Shouting slogans such as “no justice, no peace,” “Remove Paul Gardner” and “Remove Lane Cribb,” about 30 people picketed from the Georgetown Police Department to City Hall Saturday in what was called a “march against corruption.”
Organized by the Myers family, the event was held to bring light to what they said is unjust treatment, especially in the African American community, by political leaders, law enforcement and the judicial system.
Organizer Loushonda Myers she decided the event was needed “due to the pattern of abuses that have been displayed throughout this county by the Police and Sheriff Departments; lawyers, judges; public officials and elected leaders.”
Myers said law enforcement “targets the black community and the judicial system is rigged so that these defendants will not obtain a fair opportunity at defending themselves in a court of law.”
After the march, a rally was held at the steps of City Hall.
Minister Debbie McNeil, a Georgetown native, spoke briefly saying Georgetown “is in a state of confusion.”
She expressed disappointment in the number of people who participated.
“We should have had the whole city come out. Black and white. This affects everyone,” she said. “If you are a minority and are caught with drugs or committing other crimes, you are given the longest possible sentence.”

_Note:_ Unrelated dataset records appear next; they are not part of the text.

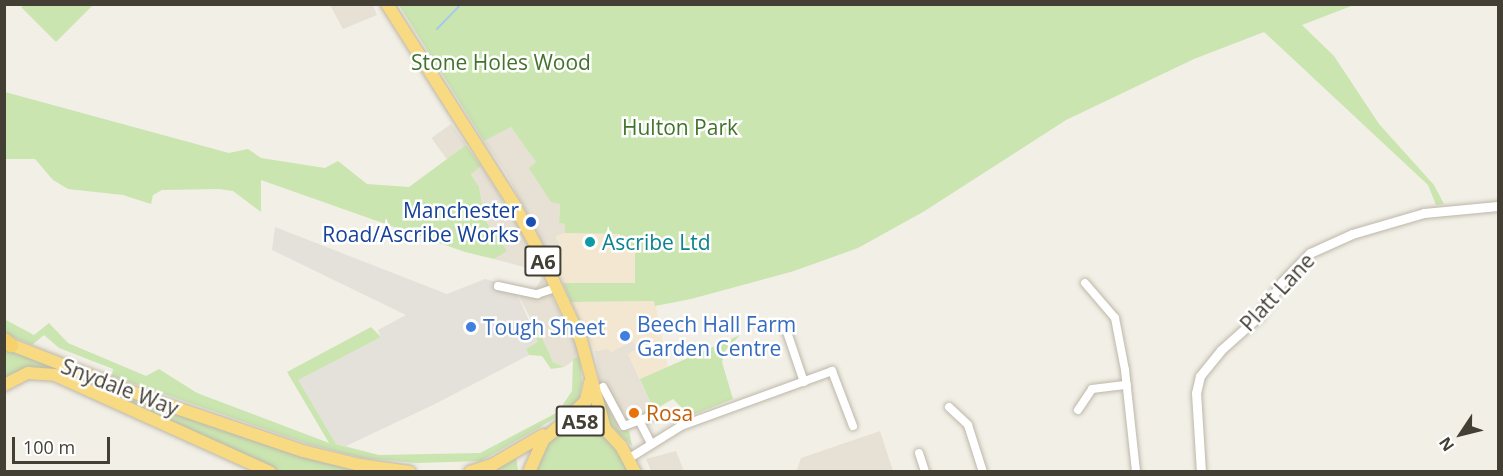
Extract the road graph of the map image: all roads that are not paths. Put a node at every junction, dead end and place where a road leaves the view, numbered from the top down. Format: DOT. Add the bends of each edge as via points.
graph roads {
  1 [pos="387,4"];
  2 [pos="1498,206"];
  3 [pos="1085,284"];
  4 [pos="498,286"];
  5 [pos="556,288"];
  6 [pos="785,326"];
  7 [pos="7,342"];
  8 [pos="590,373"];
  9 [pos="804,382"];
  10 [pos="1127,385"];
  11 [pos="4,386"];
  12 [pos="603,387"];
  13 [pos="949,407"];
  14 [pos="1078,410"];
  15 [pos="654,415"];
  16 [pos="640,422"];
  17 [pos="853,426"];
  18 [pos="557,427"];
  19 [pos="605,429"];
  20 [pos="651,444"];
  21 [pos="919,453"];
  22 [pos="628,459"];
  23 [pos="270,471"];
  24 [pos="410,471"];
  25 [pos="470,471"];
  26 [pos="530,471"];
  27 [pos="634,471"];
  28 [pos="925,471"];
  29 [pos="983,471"];
  30 [pos="1136,471"];
  31 [pos="1200,471"];
  1 -- 5 [label="highway, A6" via="515,206"];
  2 -- 31 [label="street, Platt Lane" via="1424,213 1352,234 1310,253 1286,277 1259,316 1221,350 1200,376 1196,393"];
  3 -- 10 [label="street" via="1115,318"];
  4 -- 5 [label="street" via="524,294 542,294"];
  5 -- 8 [label="highway, A6" via="581,340"];
  6 -- 9 [label="street"];
  7 -- 24 [label="highway, Snydale Way" via="303,451 360,465"];
  8 -- 18 [label="highway, A6" via="586,401"];
  8 -- 19 [label="highway, A6"];
  9 -- 17 [label="street" via="832,371"];
  9 -- 20 [label="street" via="728,406"];
  10 -- 14 [label="street" via="1092,389"];
  10 -- 30 [label="street"];
  11 -- 23 [label="highway, Snydale Way" via="28,373 45,372"];
  12 -- 16 [label="street" via="621,424 629,427"];
  13 -- 29 [label="street" via="968,425"];
  15 -- 16 [label="street"];
  16 -- 20 [label="street"];
  18 -- 19 [label="highway, A58" via="584,422"];
  18 -- 25 [label="highway, A58" via="492,465"];
  18 -- 26 [label="highway, A58" via="537,447"];
  19 -- 22 [label="highway, A58"];
  20 -- 22 [label="street"];
  21 -- 28 [label="street"];
  22 -- 27 [label="highway, A58"];
}
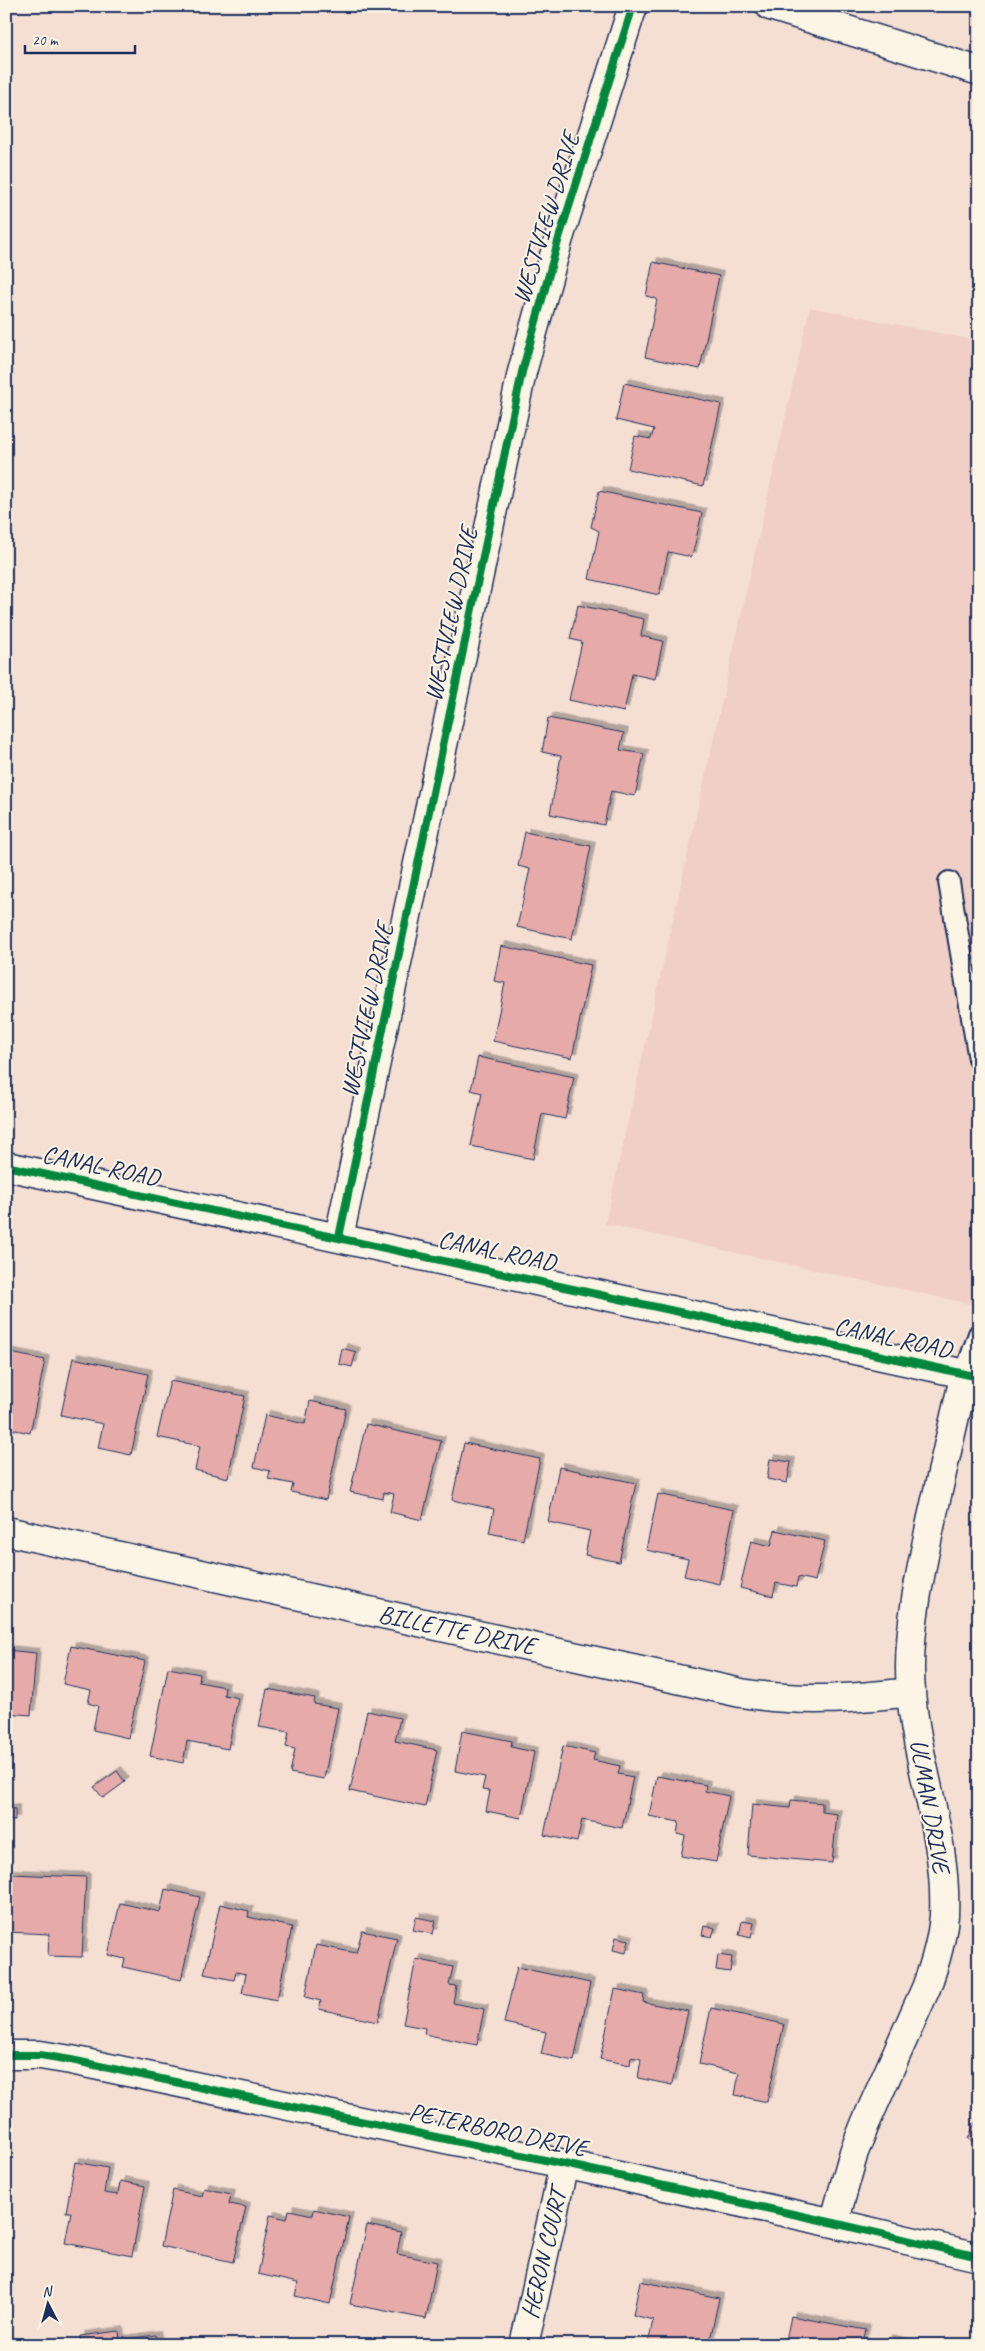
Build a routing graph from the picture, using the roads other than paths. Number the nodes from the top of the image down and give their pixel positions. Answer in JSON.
{"nodes":[{"id":1,"x":633,"y":6,"type":"edge"},
{"id":2,"x":770,"y":6,"type":"edge"},
{"id":3,"x":979,"y":71,"type":"edge"},
{"id":4,"x":949,"y":882,"type":"dead end"},
{"id":5,"x":979,"y":1059,"type":"edge"},
{"id":6,"x":6,"y":1166,"type":"edge"},
{"id":7,"x":339,"y":1237,"type":"junction"},
{"id":8,"x":979,"y":1334,"type":"edge"},
{"id":9,"x":972,"y":1376,"type":"edge"},
{"id":10,"x":6,"y":1531,"type":"edge"},
{"id":11,"x":911,"y":1692,"type":"junction"},
{"id":12,"x":6,"y":2055,"type":"edge"},
{"id":13,"x":564,"y":2164,"type":"junction"},
{"id":14,"x":834,"y":2223,"type":"junction"},
{"id":15,"x":979,"y":2257,"type":"edge"},
{"id":16,"x":524,"y":2345,"type":"edge"}],
"edges":[{"from":1,"to":7,"type":"street","name":"WESTVIEW DRIVE"},
{"from":2,"to":3,"type":"street"},
{"from":4,"to":5,"type":"lane"},
{"from":6,"to":7,"type":"street","name":"CANAL ROAD"},
{"from":7,"to":9,"type":"street","name":"CANAL ROAD"},
{"from":8,"to":9,"type":"lane"},
{"from":9,"to":11,"type":"street","name":"ULMAN DRIVE"},
{"from":10,"to":11,"type":"street","name":"BILLETTE DRIVE"},
{"from":11,"to":14,"type":"street","name":"ULMAN DRIVE"},
{"from":12,"to":13,"type":"street","name":"PETERBORO DRIVE"},
{"from":13,"to":14,"type":"street","name":"PETERBORO DRIVE"},
{"from":13,"to":16,"type":"street","name":"HERON COURT"},
{"from":14,"to":15,"type":"street","name":"PETERBORO DRIVE"}]}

Eric McNeil also spoke, saying he “toned down” the remarks he had written.
He began by referring to Mayor Jack Scoville as “a coward” for not showing up at the event.

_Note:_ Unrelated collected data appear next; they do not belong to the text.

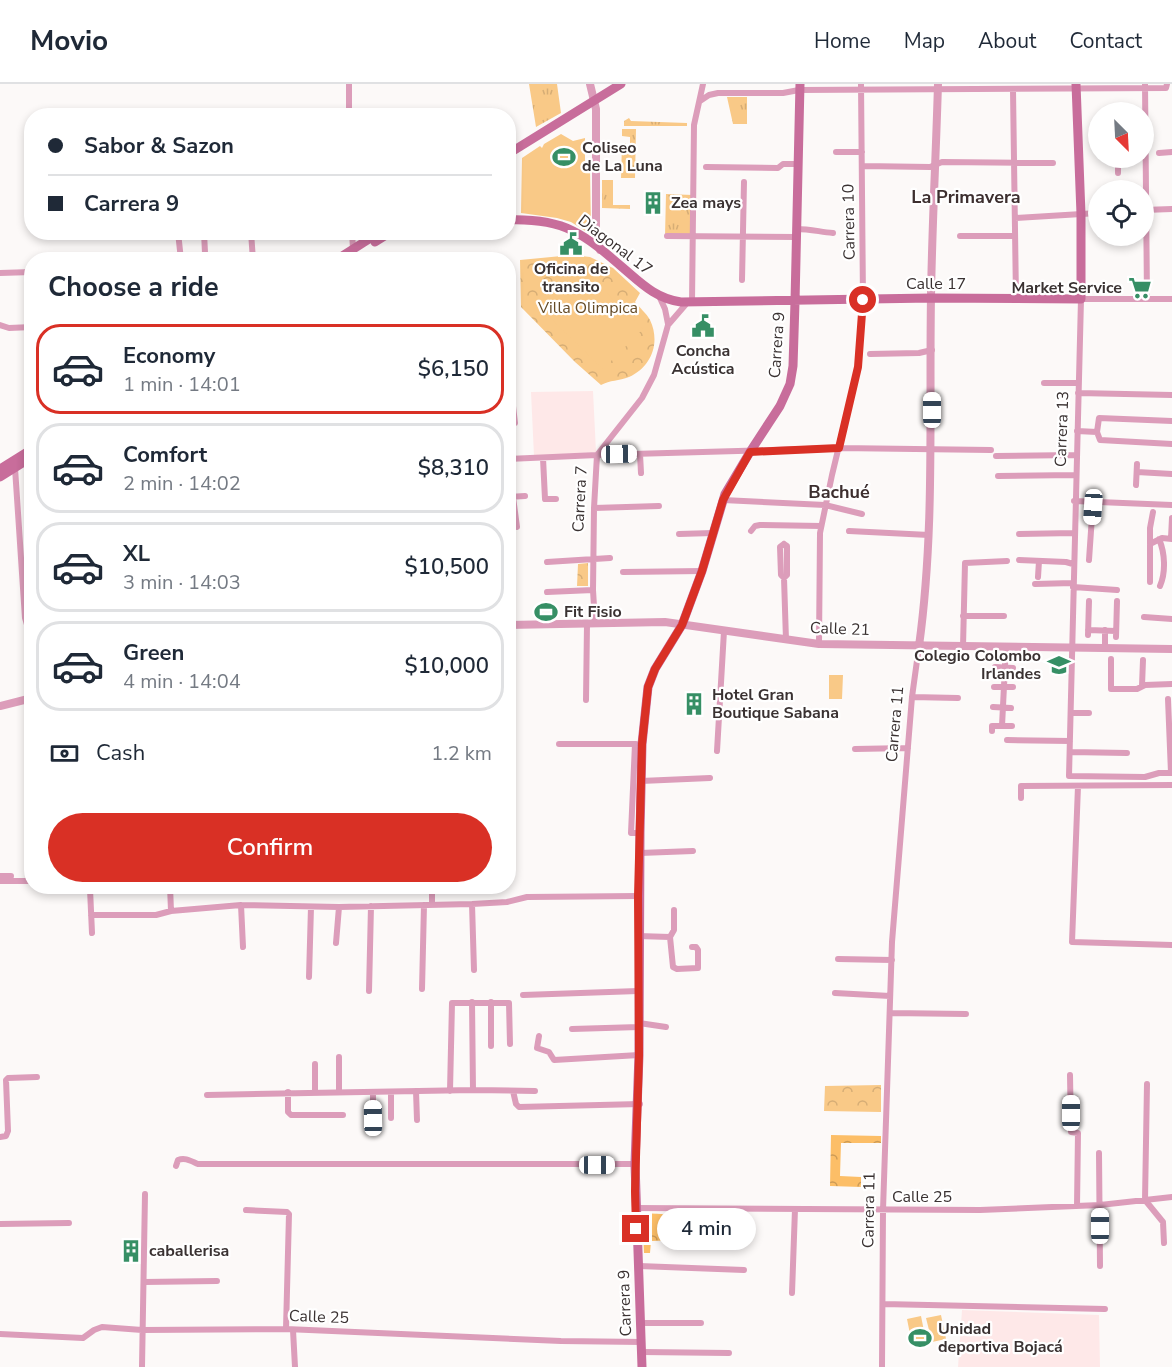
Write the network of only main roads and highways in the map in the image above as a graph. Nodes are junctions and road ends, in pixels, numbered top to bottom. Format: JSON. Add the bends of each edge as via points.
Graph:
{"nodes":[{"id":1,"x":621,"y":84,"type":"edge"},
{"id":2,"x":799,"y":87,"type":"edge"},
{"id":3,"x":1076,"y":87,"type":"edge"},
{"id":4,"x":516,"y":149,"type":"edge"},
{"id":5,"x":516,"y":220,"type":"edge"},
{"id":6,"x":370,"y":240,"type":"edge"},
{"id":7,"x":377,"y":240,"type":"edge"},
{"id":8,"x":355,"y":252,"type":"edge"},
{"id":9,"x":357,"y":252,"type":"edge"},
{"id":10,"x":663,"y":298,"type":"joint"},
{"id":11,"x":1081,"y":300,"type":"joint"},
{"id":12,"x":795,"y":302,"type":"junction"},
{"id":13,"x":24,"y":454,"type":"edge"},
{"id":14,"x":24,"y":462,"type":"edge"},
{"id":15,"x":0,"y":469,"type":"edge"},
{"id":16,"x":0,"y":477,"type":"edge"},
{"id":17,"x":642,"y":1367,"type":"edge"}],
"edges":[{"from":1,"to":4,"type":"main road"},
{"from":2,"to":12,"type":"main road","name":"Carrera 9"},
{"from":3,"to":11,"type":"main road","name":"Carrera 13"},
{"from":5,"to":10,"type":"main road","name":"Diagonal 17","via":[[548,221],[584,236]]},
{"from":6,"to":8,"type":"main road"},
{"from":7,"to":9,"type":"main road"},
{"from":10,"to":12,"type":"main road","name":"Calle 17","via":[[690,303]]},
{"from":11,"to":12,"type":"main road","name":"Calle 17","via":[[931,298]]},
{"from":12,"to":17,"type":"main road","name":"Carrera 9","via":[[793,366],[788,391],[723,500],[682,625],[650,680],[638,744],[639,1104],[635,1164]]},
{"from":13,"to":15,"type":"main road"},
{"from":14,"to":16,"type":"main road"}]}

We asked Scoville Thursday if he wanted to say anything about the event and he said he had “no comment.”
Mr. McNeil said he sees all the construction going on around the Historic District but sees very few things being done to improve his neighborhood.

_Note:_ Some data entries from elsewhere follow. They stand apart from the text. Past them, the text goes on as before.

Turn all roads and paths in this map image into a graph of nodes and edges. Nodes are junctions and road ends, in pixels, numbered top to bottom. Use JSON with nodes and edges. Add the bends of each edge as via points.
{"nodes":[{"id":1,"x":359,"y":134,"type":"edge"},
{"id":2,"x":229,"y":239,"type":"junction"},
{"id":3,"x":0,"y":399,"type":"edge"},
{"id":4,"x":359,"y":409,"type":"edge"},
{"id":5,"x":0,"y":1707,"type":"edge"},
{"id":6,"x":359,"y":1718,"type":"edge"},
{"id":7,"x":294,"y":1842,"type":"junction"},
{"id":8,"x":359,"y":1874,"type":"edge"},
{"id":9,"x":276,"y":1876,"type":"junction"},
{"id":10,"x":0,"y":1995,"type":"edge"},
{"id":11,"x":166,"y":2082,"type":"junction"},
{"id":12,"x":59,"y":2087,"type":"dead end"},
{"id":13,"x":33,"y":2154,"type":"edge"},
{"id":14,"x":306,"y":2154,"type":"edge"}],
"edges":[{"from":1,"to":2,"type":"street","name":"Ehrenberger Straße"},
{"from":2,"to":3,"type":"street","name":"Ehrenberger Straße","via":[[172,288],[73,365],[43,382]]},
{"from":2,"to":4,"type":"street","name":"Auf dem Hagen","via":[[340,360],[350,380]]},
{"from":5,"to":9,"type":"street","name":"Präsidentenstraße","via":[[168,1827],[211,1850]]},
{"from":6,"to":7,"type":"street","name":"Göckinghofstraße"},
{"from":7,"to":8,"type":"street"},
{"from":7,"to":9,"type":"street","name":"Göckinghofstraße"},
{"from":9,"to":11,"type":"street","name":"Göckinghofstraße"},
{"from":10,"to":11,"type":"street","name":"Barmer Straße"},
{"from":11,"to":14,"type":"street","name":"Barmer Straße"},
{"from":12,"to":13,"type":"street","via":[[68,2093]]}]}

“We need a playground, sidewalks, the roads need fixing,” he said. “And city council got Ipads.”
He also said he sees men in his community “being harassed” by police on a daily basis.
“I ask (Police Chief) Paul Gardner, who do you serve?” he asked.
After the rally, Gardner was contacted to see if he had any comments about what was said.
“This day was organized by them. We were there to protect their rights to have their say,” Gardner said late Saturday morning. He declined comment on the specific allegations made.
Georgetown resident Marty Tennant also spoke, saying knows of “lies during official meetings of the city” and he has “seen deep corruption in the city and judicial areas.”
He warned those in attendance “they will come after you” for speaking out, adding some in leadership are “stuck in a plantation mentality.”
The website created for the event — www.gtricogang.com — contains photos of 25 individuals described as “public officials that need to be held accountable.” They include judges, law enforcement officials, and every member of Georgetown City Council.
Myers said other such events will be held in the future.